── Given records ──
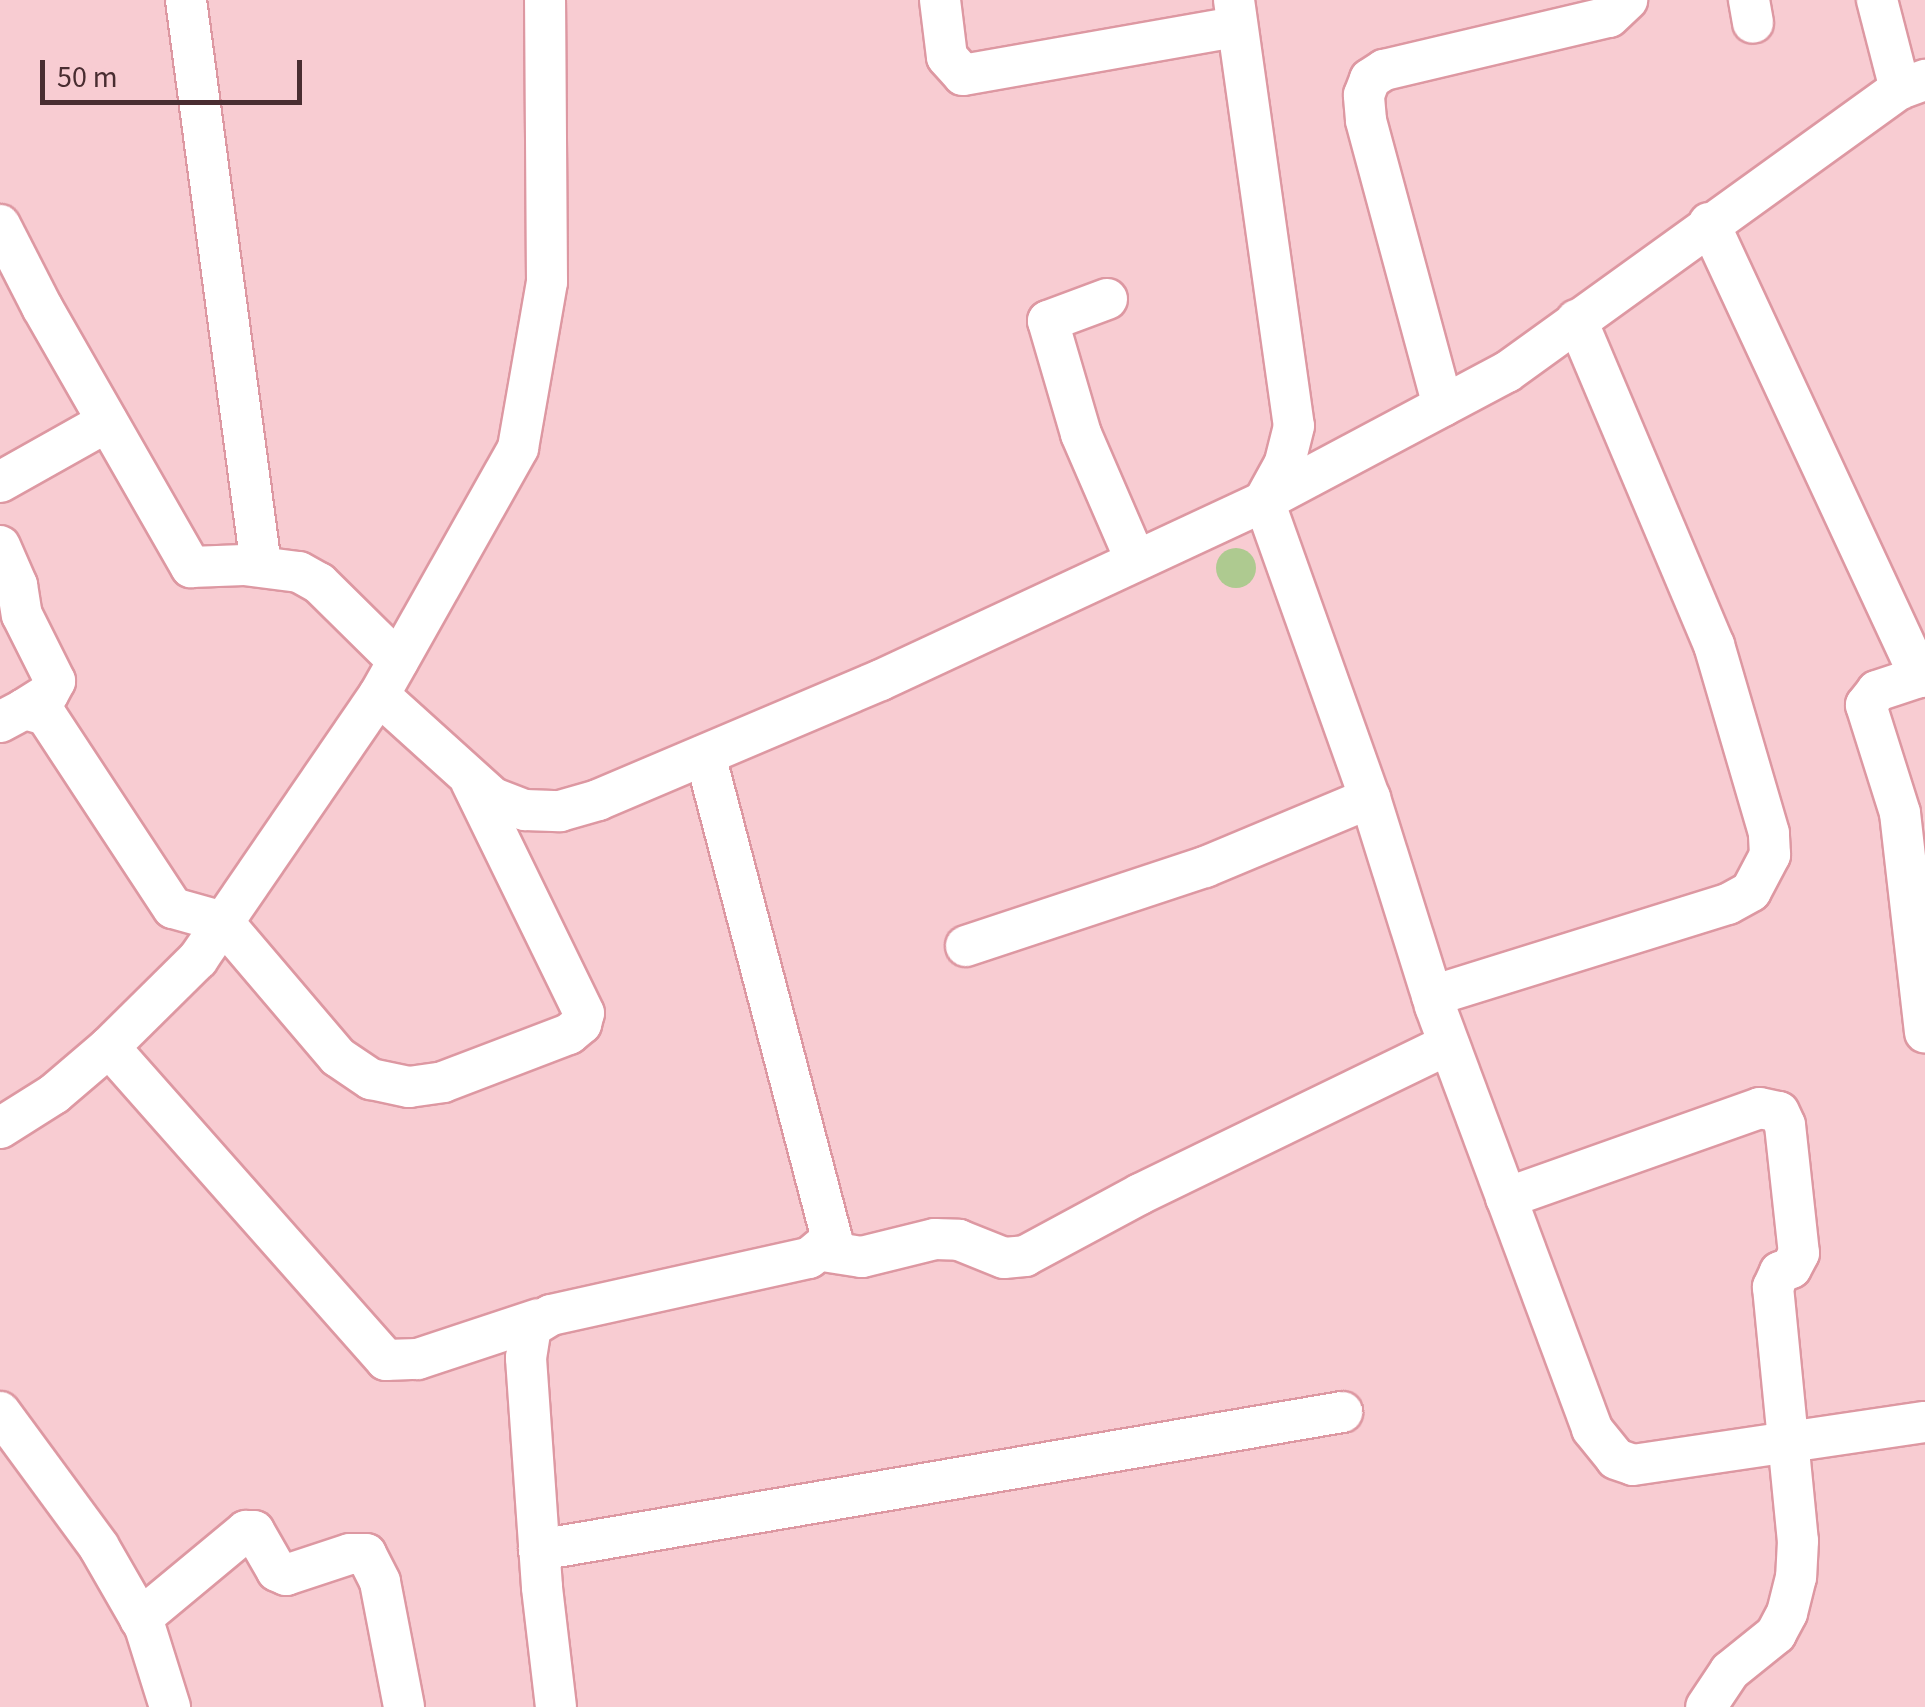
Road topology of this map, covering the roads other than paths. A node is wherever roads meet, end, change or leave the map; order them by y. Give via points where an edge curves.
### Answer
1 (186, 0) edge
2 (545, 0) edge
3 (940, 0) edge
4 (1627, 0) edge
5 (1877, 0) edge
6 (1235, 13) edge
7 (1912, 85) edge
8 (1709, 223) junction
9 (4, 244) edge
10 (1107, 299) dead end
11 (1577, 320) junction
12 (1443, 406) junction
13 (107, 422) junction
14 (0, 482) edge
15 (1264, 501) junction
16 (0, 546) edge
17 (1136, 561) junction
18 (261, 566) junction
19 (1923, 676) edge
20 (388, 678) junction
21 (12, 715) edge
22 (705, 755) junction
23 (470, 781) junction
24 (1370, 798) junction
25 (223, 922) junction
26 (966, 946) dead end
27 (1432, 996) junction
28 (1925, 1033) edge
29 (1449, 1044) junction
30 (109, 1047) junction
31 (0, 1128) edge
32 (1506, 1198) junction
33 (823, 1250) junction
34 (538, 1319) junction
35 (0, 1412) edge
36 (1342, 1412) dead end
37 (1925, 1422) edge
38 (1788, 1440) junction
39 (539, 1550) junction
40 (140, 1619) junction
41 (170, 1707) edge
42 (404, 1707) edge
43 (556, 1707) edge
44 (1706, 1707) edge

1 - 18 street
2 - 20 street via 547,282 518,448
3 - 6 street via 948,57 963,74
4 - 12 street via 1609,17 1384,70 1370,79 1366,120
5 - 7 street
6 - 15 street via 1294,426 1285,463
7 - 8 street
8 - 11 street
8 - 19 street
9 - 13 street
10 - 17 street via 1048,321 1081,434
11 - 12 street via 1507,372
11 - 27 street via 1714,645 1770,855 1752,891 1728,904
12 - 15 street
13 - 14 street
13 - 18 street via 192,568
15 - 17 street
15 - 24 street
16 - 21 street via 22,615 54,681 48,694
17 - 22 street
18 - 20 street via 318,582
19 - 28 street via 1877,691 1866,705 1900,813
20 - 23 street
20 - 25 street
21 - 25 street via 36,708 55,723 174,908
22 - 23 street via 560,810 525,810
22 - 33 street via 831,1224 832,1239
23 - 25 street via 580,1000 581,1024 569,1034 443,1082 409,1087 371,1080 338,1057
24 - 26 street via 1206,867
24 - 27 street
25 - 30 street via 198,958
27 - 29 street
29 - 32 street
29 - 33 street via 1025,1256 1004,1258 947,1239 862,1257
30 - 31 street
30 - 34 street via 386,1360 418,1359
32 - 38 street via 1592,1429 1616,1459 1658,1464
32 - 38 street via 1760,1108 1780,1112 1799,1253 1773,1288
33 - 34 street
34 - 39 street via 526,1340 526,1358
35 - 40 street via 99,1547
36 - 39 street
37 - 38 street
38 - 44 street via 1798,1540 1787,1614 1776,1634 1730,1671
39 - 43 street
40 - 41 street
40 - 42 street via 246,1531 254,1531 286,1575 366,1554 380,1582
───
* _Your assignment_
All text in the material above must be written out exactly; the images are to be skipped.

* _Finished task_
Road topology of this map, covering the roads other than paths. A node is wherever roads meet, end, change or leave the map; order them by y. Give via points where an edge curves.
### Answer
1 (186, 0) edge
2 (545, 0) edge
3 (940, 0) edge
4 (1627, 0) edge
5 (1877, 0) edge
6 (1235, 13) edge
7 (1912, 85) edge
8 (1709, 223) junction
9 (4, 244) edge
10 (1107, 299) dead end
11 (1577, 320) junction
12 (1443, 406) junction
13 (107, 422) junction
14 (0, 482) edge
15 (1264, 501) junction
16 (0, 546) edge
17 (1136, 561) junction
18 (261, 566) junction
19 (1923, 676) edge
20 (388, 678) junction
21 (12, 715) edge
22 (705, 755) junction
23 (470, 781) junction
24 (1370, 798) junction
25 (223, 922) junction
26 (966, 946) dead end
27 (1432, 996) junction
28 (1925, 1033) edge
29 (1449, 1044) junction
30 (109, 1047) junction
31 (0, 1128) edge
32 (1506, 1198) junction
33 (823, 1250) junction
34 (538, 1319) junction
35 (0, 1412) edge
36 (1342, 1412) dead end
37 (1925, 1422) edge
38 (1788, 1440) junction
39 (539, 1550) junction
40 (140, 1619) junction
41 (170, 1707) edge
42 (404, 1707) edge
43 (556, 1707) edge
44 (1706, 1707) edge

1 - 18 street
2 - 20 street via 547,282 518,448
3 - 6 street via 948,57 963,74
4 - 12 street via 1609,17 1384,70 1370,79 1366,120
5 - 7 street
6 - 15 street via 1294,426 1285,463
7 - 8 street
8 - 11 street
8 - 19 street
9 - 13 street
10 - 17 street via 1048,321 1081,434
11 - 12 street via 1507,372
11 - 27 street via 1714,645 1770,855 1752,891 1728,904
12 - 15 street
13 - 14 street
13 - 18 street via 192,568
15 - 17 street
15 - 24 street
16 - 21 street via 22,615 54,681 48,694
17 - 22 street
18 - 20 street via 318,582
19 - 28 street via 1877,691 1866,705 1900,813
20 - 23 street
20 - 25 street
21 - 25 street via 36,708 55,723 174,908
22 - 23 street via 560,810 525,810
22 - 33 street via 831,1224 832,1239
23 - 25 street via 580,1000 581,1024 569,1034 443,1082 409,1087 371,1080 338,1057
24 - 26 street via 1206,867
24 - 27 street
25 - 30 street via 198,958
27 - 29 street
29 - 32 street
29 - 33 street via 1025,1256 1004,1258 947,1239 862,1257
30 - 31 street
30 - 34 street via 386,1360 418,1359
32 - 38 street via 1592,1429 1616,1459 1658,1464
32 - 38 street via 1760,1108 1780,1112 1799,1253 1773,1288
33 - 34 street
34 - 39 street via 526,1340 526,1358
35 - 40 street via 99,1547
36 - 39 street
37 - 38 street
38 - 44 street via 1798,1540 1787,1614 1776,1634 1730,1671
39 - 43 street
40 - 41 street
40 - 42 street via 246,1531 254,1531 286,1575 366,1554 380,1582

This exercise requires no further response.